▶ AIM OF THE TASK: Where the string "graph" appears in a line of the data, show that line.

▶ AVAILABLE RECORDS:
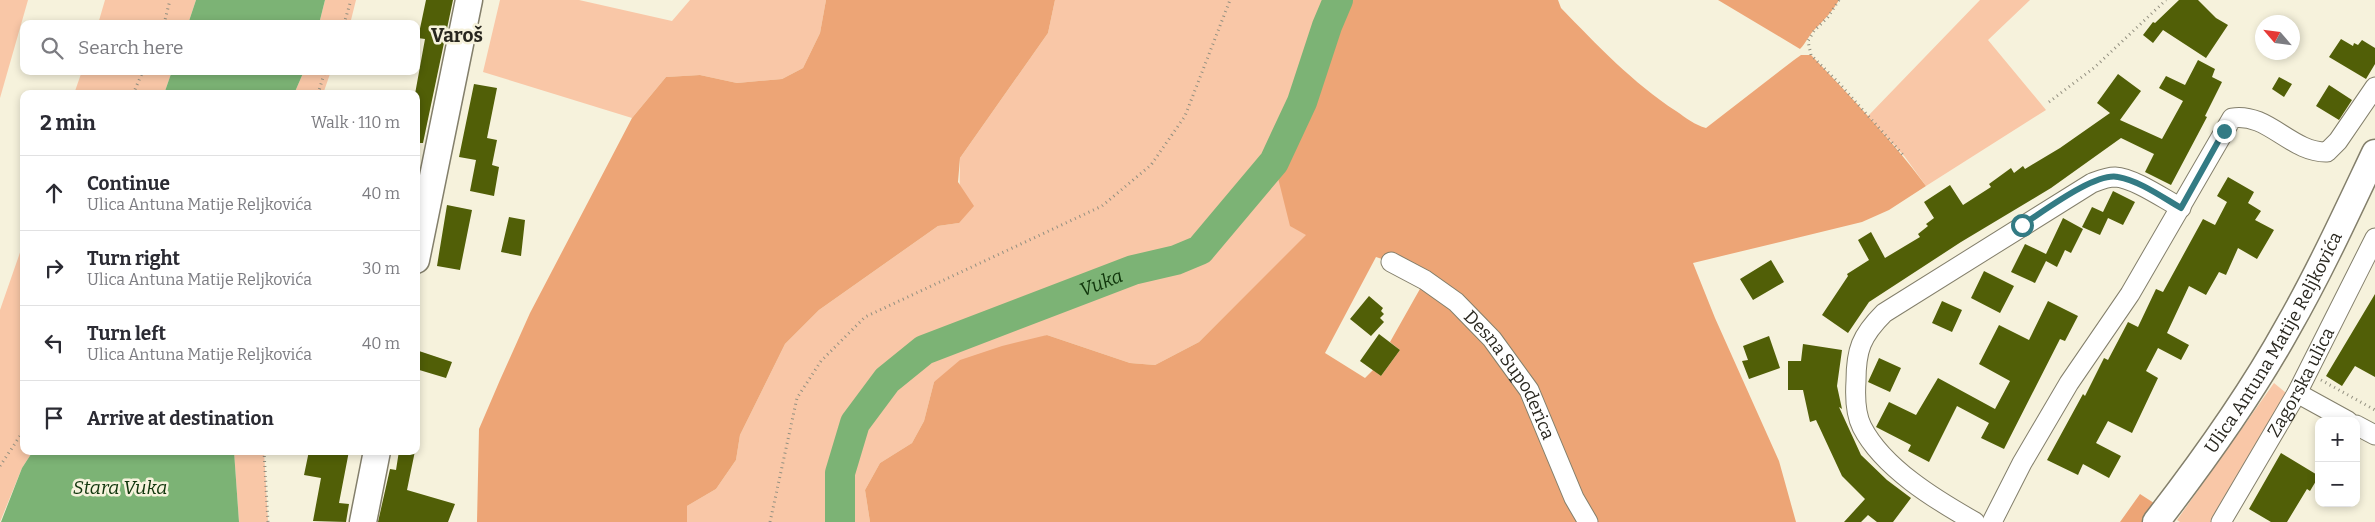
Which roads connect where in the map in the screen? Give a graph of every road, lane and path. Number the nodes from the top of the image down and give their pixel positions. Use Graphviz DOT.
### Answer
graph roads {
  1 [pos="170,0"];
  2 [pos="351,0"];
  3 [pos="469,0"];
  4 [pos="1230,0"];
  5 [pos="1839,0"];
  6 [pos="2166,0"];
  7 [pos="165,20"];
  8 [pos="345,20"];
  9 [pos="141,75"];
  10 [pos="325,75"];
  11 [pos="2375,88"];
  12 [pos="135,90"];
  13 [pos="319,90"];
  14 [pos="2049,102"];
  15 [pos="2375,154"];
  16 [pos="1905,157"];
  17 [pos="2181,208"];
  18 [pos="2375,238"];
  19 [pos="420,240"];
  20 [pos="1391,262"];
  21 [pos="2320,380"];
  22 [pos="2297,393"];
  23 [pos="2375,410"];
  24 [pos="2341,417"];
  25 [pos="2360,427"];
  26 [pos="20,436"];
  27 [pos="2375,436"];
  28 [pos="264,455"];
  29 [pos="376,455"];
  30 [pos="0,466"];
  31 [pos="268,522"];
  32 [pos="363,522"];
  33 [pos="770,522"];
  34 [pos="1588,522"];
  35 [pos="1975,522"];
  36 [pos="1992,522"];
  37 [pos="2156,522"];
  38 [pos="2221,522"];
  1 -- 7 [label="path"];
  2 -- 8 [label="path"];
  3 -- 19 [label="main road"];
  4 -- 33 [label="path"];
  5 -- 16 [label="path"];
  6 -- 14 [label="path"];
  9 -- 12 [label="path"];
  10 -- 13 [label="path"];
  11 -- 17 [label="street"];
  15 -- 37 [label="main road, Ulica Antuna Matije Reljkovića"];
  17 -- 35 [label="street"];
  17 -- 36 [label="street"];
  18 -- 22 [label="street, Zagorska ulica"];
  20 -- 34 [label="street, Desna Supoderica"];
  21 -- 23 [label="path"];
  22 -- 24 [label="street"];
  22 -- 38 [label="street, Zagorska ulica"];
  25 -- 27 [label="street"];
  26 -- 30 [label="path"];
  28 -- 31 [label="path"];
  29 -- 32 [label="main road"];
}
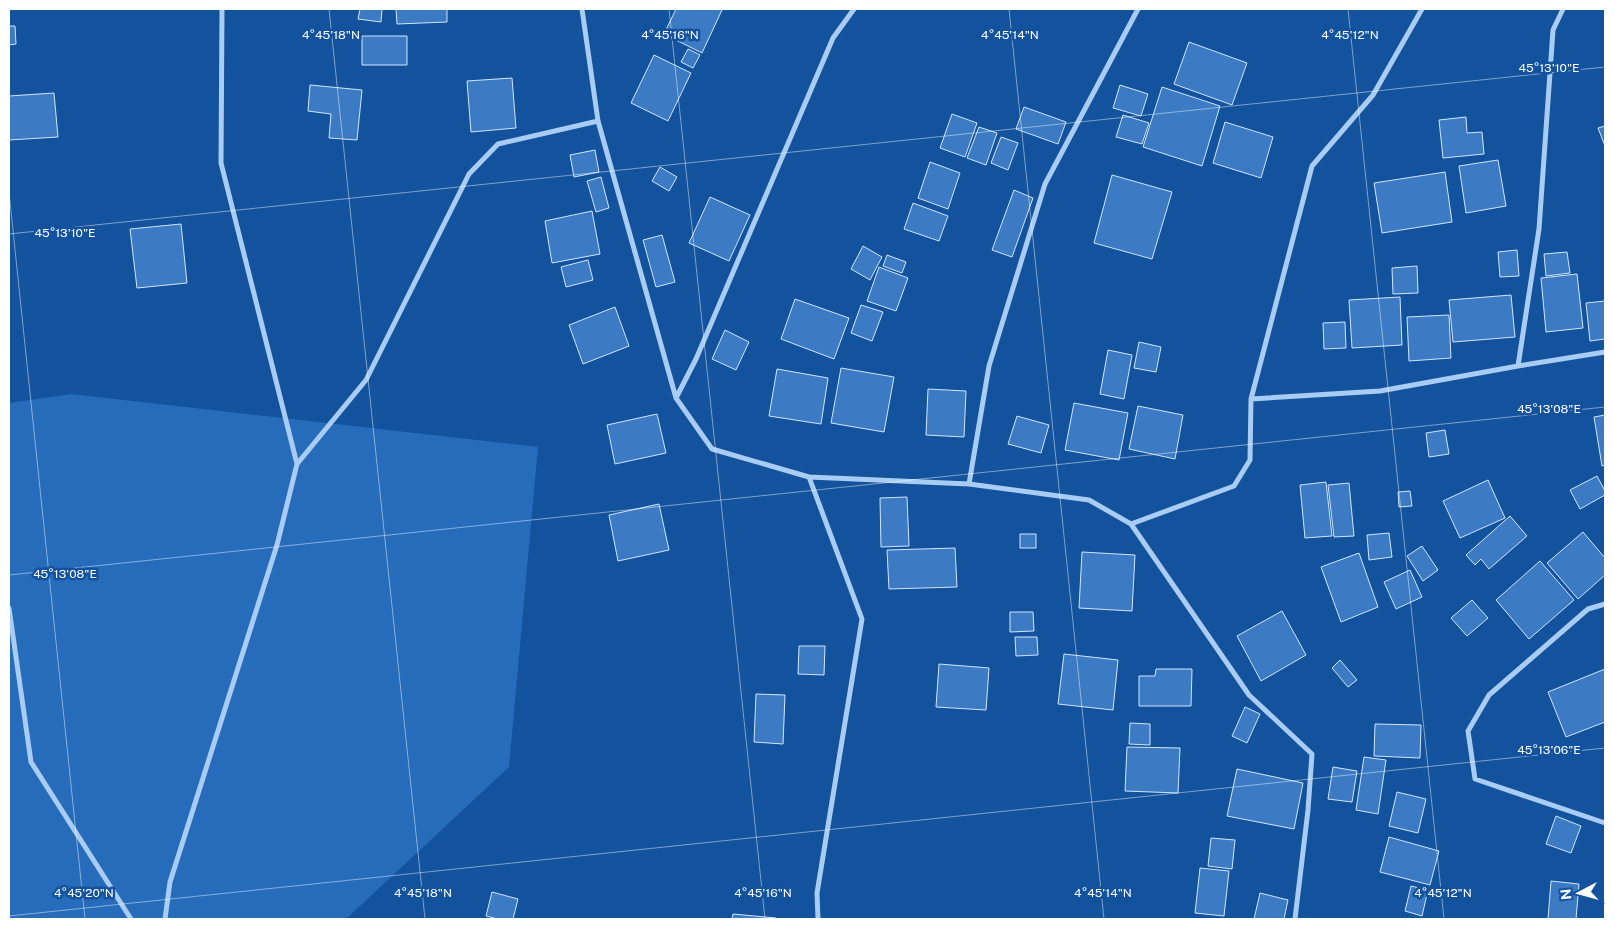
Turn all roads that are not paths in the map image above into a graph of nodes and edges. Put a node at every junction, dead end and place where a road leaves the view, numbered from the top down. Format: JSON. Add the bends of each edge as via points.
{"nodes":[{"id":1,"x":222,"y":9,"type":"edge"},
{"id":2,"x":582,"y":9,"type":"edge"},
{"id":3,"x":854,"y":9,"type":"edge"},
{"id":4,"x":1138,"y":9,"type":"edge"},
{"id":5,"x":1422,"y":9,"type":"edge"},
{"id":6,"x":1563,"y":9,"type":"edge"},
{"id":7,"x":598,"y":121,"type":"junction"},
{"id":8,"x":1605,"y":352,"type":"edge"},
{"id":9,"x":1518,"y":366,"type":"junction"},
{"id":10,"x":676,"y":398,"type":"junction"},
{"id":11,"x":1251,"y":399,"type":"junction"},
{"id":12,"x":297,"y":464,"type":"junction"},
{"id":13,"x":809,"y":477,"type":"junction"},
{"id":14,"x":969,"y":484,"type":"junction"},
{"id":15,"x":1131,"y":524,"type":"junction"},
{"id":16,"x":1605,"y":604,"type":"edge"},
{"id":17,"x":9,"y":608,"type":"edge"},
{"id":18,"x":1605,"y":823,"type":"edge"},
{"id":19,"x":131,"y":919,"type":"edge"},
{"id":20,"x":165,"y":919,"type":"edge"},
{"id":21,"x":818,"y":919,"type":"edge"},
{"id":22,"x":1295,"y":919,"type":"edge"}],
"edges":[{"from":1,"to":12,"type":"street","via":[[221,163]]},
{"from":2,"to":7,"type":"street"},
{"from":3,"to":10,"type":"street","via":[[833,38],[696,359]]},
{"from":4,"to":14,"type":"street","via":[[1045,184],[989,366]]},
{"from":5,"to":11,"type":"street","via":[[1373,95],[1312,166]]},
{"from":6,"to":9,"type":"street","via":[[1552,30],[1539,229]]},
{"from":7,"to":10,"type":"street"},
{"from":7,"to":12,"type":"street","via":[[498,144],[469,174],[366,380]]},
{"from":8,"to":9,"type":"street"},
{"from":9,"to":11,"type":"street","via":[[1380,391]]},
{"from":10,"to":13,"type":"street","via":[[712,449]]},
{"from":11,"to":15,"type":"street","via":[[1250,460],[1234,486]]},
{"from":12,"to":20,"type":"street","via":[[277,544],[170,882]]},
{"from":13,"to":14,"type":"street"},
{"from":13,"to":21,"type":"street","via":[[862,619],[817,893]]},
{"from":14,"to":15,"type":"street","via":[[1089,500]]},
{"from":15,"to":22,"type":"street","via":[[1250,695],[1312,754]]},
{"from":16,"to":18,"type":"street","via":[[1588,609],[1489,695],[1468,731],[1475,779]]},
{"from":17,"to":19,"type":"street","via":[[30,762]]}]}
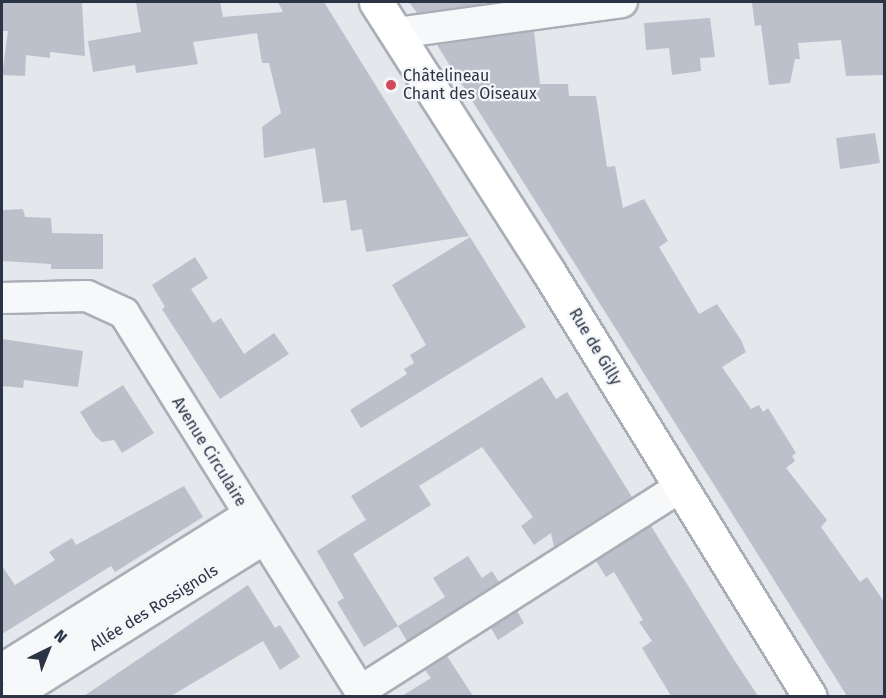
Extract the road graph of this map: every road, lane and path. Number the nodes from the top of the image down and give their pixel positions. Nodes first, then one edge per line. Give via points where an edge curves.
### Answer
1 (375, 2) edge
2 (622, 2) edge
3 (396, 33) junction
4 (2, 298) edge
5 (680, 487) junction
6 (256, 527) junction
7 (2, 669) edge
8 (361, 694) edge
9 (13, 696) edge
10 (809, 696) edge

1 - 3 main road, Rue de Gilly
2 - 3 street
3 - 5 main road, Rue de Gilly
4 - 6 street, Avenue Circulaire via 87,296 124,313
5 - 8 street
5 - 10 main road, Rue de Gilly
6 - 7 street, Allée des Rossignols
6 - 8 street, Avenue Circulaire
6 - 9 street, Allée des Rossignols

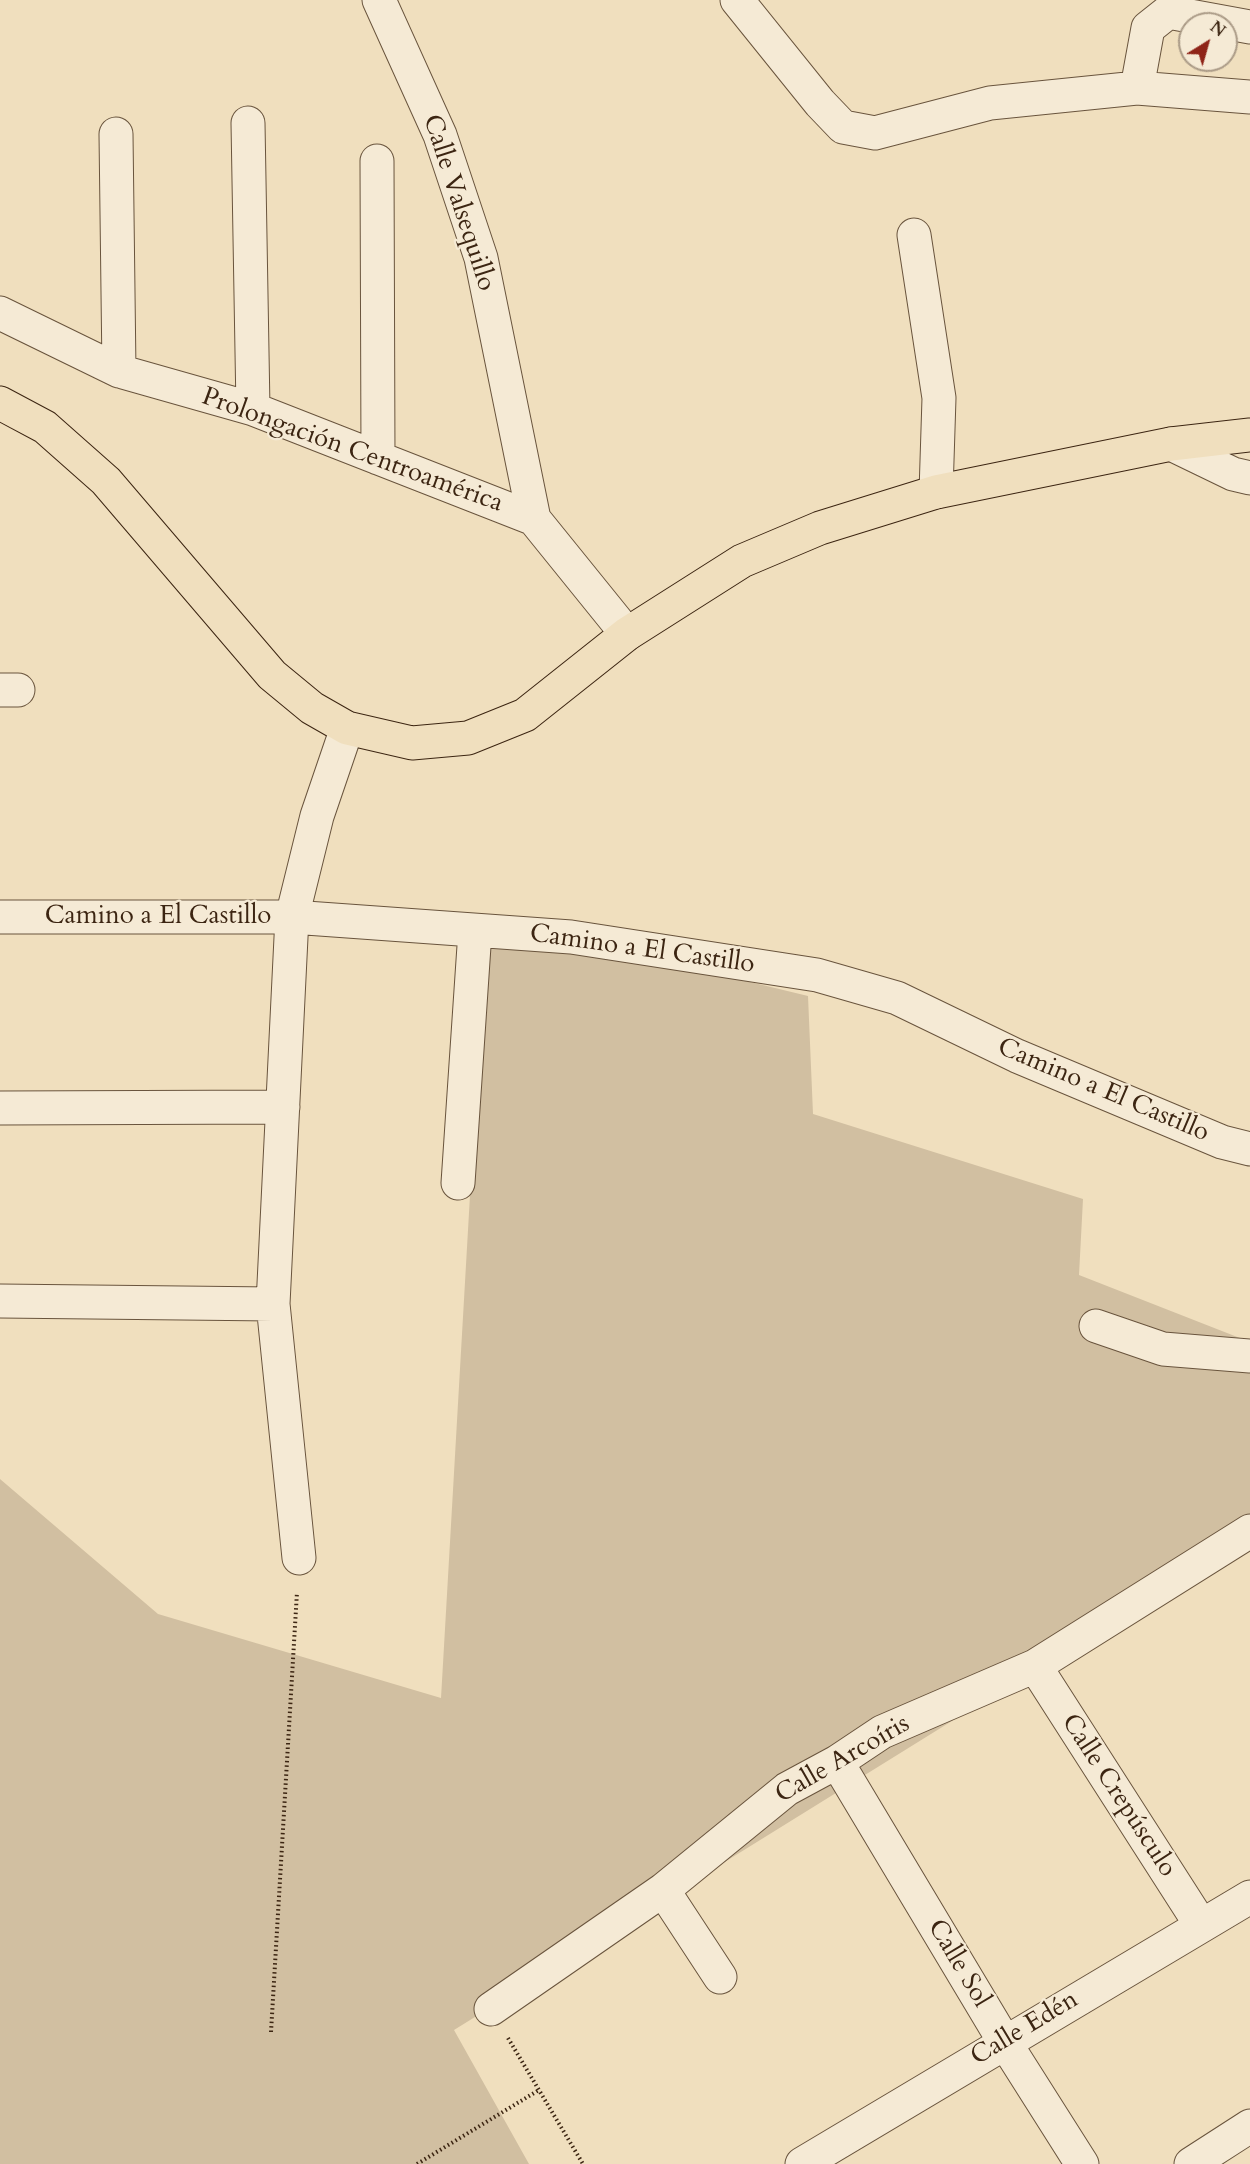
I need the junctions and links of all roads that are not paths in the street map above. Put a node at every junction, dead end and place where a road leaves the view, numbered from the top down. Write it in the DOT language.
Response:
graph roads {
  1 [pos="379,0"];
  2 [pos="737,0"];
  3 [pos="1250,27"];
  4 [pos="1139,77"];
  5 [pos="1250,97"];
  6 [pos="248,123"];
  7 [pos="116,134"];
  8 [pos="377,161"];
  9 [pos="914,235"];
  10 [pos="0,313"];
  11 [pos="119,371"];
  12 [pos="0,403"];
  13 [pos="253,409"];
  14 [pos="1250,435"];
  15 [pos="1172,444"];
  16 [pos="378,458"];
  17 [pos="1250,478"];
  18 [pos="936,492"];
  19 [pos="534,519"];
  20 [pos="627,634"];
  21 [pos="347,728"];
  22 [pos="0,917"];
  23 [pos="292,917"];
  24 [pos="475,931"];
  25 [pos="283,1107"];
  26 [pos="0,1108"];
  27 [pos="1250,1149"];
  28 [pos="458,1183"];
  29 [pos="0,1301"];
  30 [pos="273,1304"];
  31 [pos="1096,1326"];
  32 [pos="1250,1356"];
  33 [pos="1250,1531"];
  34 [pos="299,1558"];
  35 [pos="1035,1666"];
  36 [pos="837,1762"];
  37 [pos="663,1890"];
  38 [pos="1250,1897"];
  39 [pos="1201,1925"];
  40 [pos="720,1977"];
  41 [pos="491,2009"];
  42 [pos="1004,2041"];
  43 [pos="1250,2126"];
  44 [pos="802,2164"];
  45 [pos="1082,2164"];
  46 [pos="1191,2164"];
  1 -- 19 [label="street, Calle Valsequillo"];
  2 -- 4 [label="street"];
  3 -- 4 [label="street"];
  4 -- 5 [label="street"];
  6 -- 13 [label="street"];
  7 -- 11 [label="street"];
  8 -- 16 [label="street"];
  9 -- 18 [label="street"];
  10 -- 11 [label="street, Prolongación Centroamérica"];
  11 -- 13 [label="street, Prolongación Centroamérica"];
  12 -- 21 [label="main road"];
  13 -- 16 [label="street, Prolongación Centroamérica"];
  14 -- 15 [label="main road"];
  15 -- 17 [label="street"];
  15 -- 18 [label="main road"];
  16 -- 19 [label="street, Prolongación Centroamérica"];
  18 -- 20 [label="main road"];
  19 -- 20 [label="street, Prolongación Centroamérica"];
  20 -- 21 [label="main road"];
  21 -- 23 [label="street"];
  22 -- 23 [label="street, Camino a El Castillo"];
  23 -- 24 [label="street, Camino a El Castillo"];
  23 -- 25 [label="street"];
  24 -- 27 [label="street, Camino a El Castillo"];
  24 -- 28 [label="street"];
  25 -- 26 [label="street"];
  25 -- 30 [label="street"];
  29 -- 30 [label="street"];
  30 -- 34 [label="street"];
  31 -- 32 [label="street"];
  33 -- 35 [label="street, Calle Arcoíris"];
  35 -- 36 [label="street, Calle Arcoíris"];
  35 -- 39 [label="street, Calle Crepúsculo"];
  36 -- 37 [label="street, Calle Arcoíris"];
  36 -- 42 [label="street, Calle Sol"];
  37 -- 40 [label="street"];
  37 -- 41 [label="street, Calle Arcoíris"];
  38 -- 39 [label="street, Calle Edén"];
  39 -- 42 [label="street, Calle Edén"];
  42 -- 44 [label="street, Calle Edén"];
  42 -- 45 [label="street, Calle Sol"];
  43 -- 46 [label="street"];
}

▶ OUTPUT BELOW:
Which roads connect where in the map in the screen? Give a graph of every road, lane and path. Number the nodes from the top of the image down and give their pixel positions. Use Graphviz DOT.
graph roads {
Turn all roads that are not paths in the map image above into a graph of nodes and edges. Put a node at every junction, dead end and place where a road leaves the view, numbered from the top down. Format: JSON. Add the bends of each edge as via points.
Extract the road graph of this map: every road, lane and path. Number the nodes from the top of the image down and give their pixel positions. Nodes first, then one edge per line. Give via points where an edge curves.
graph roads {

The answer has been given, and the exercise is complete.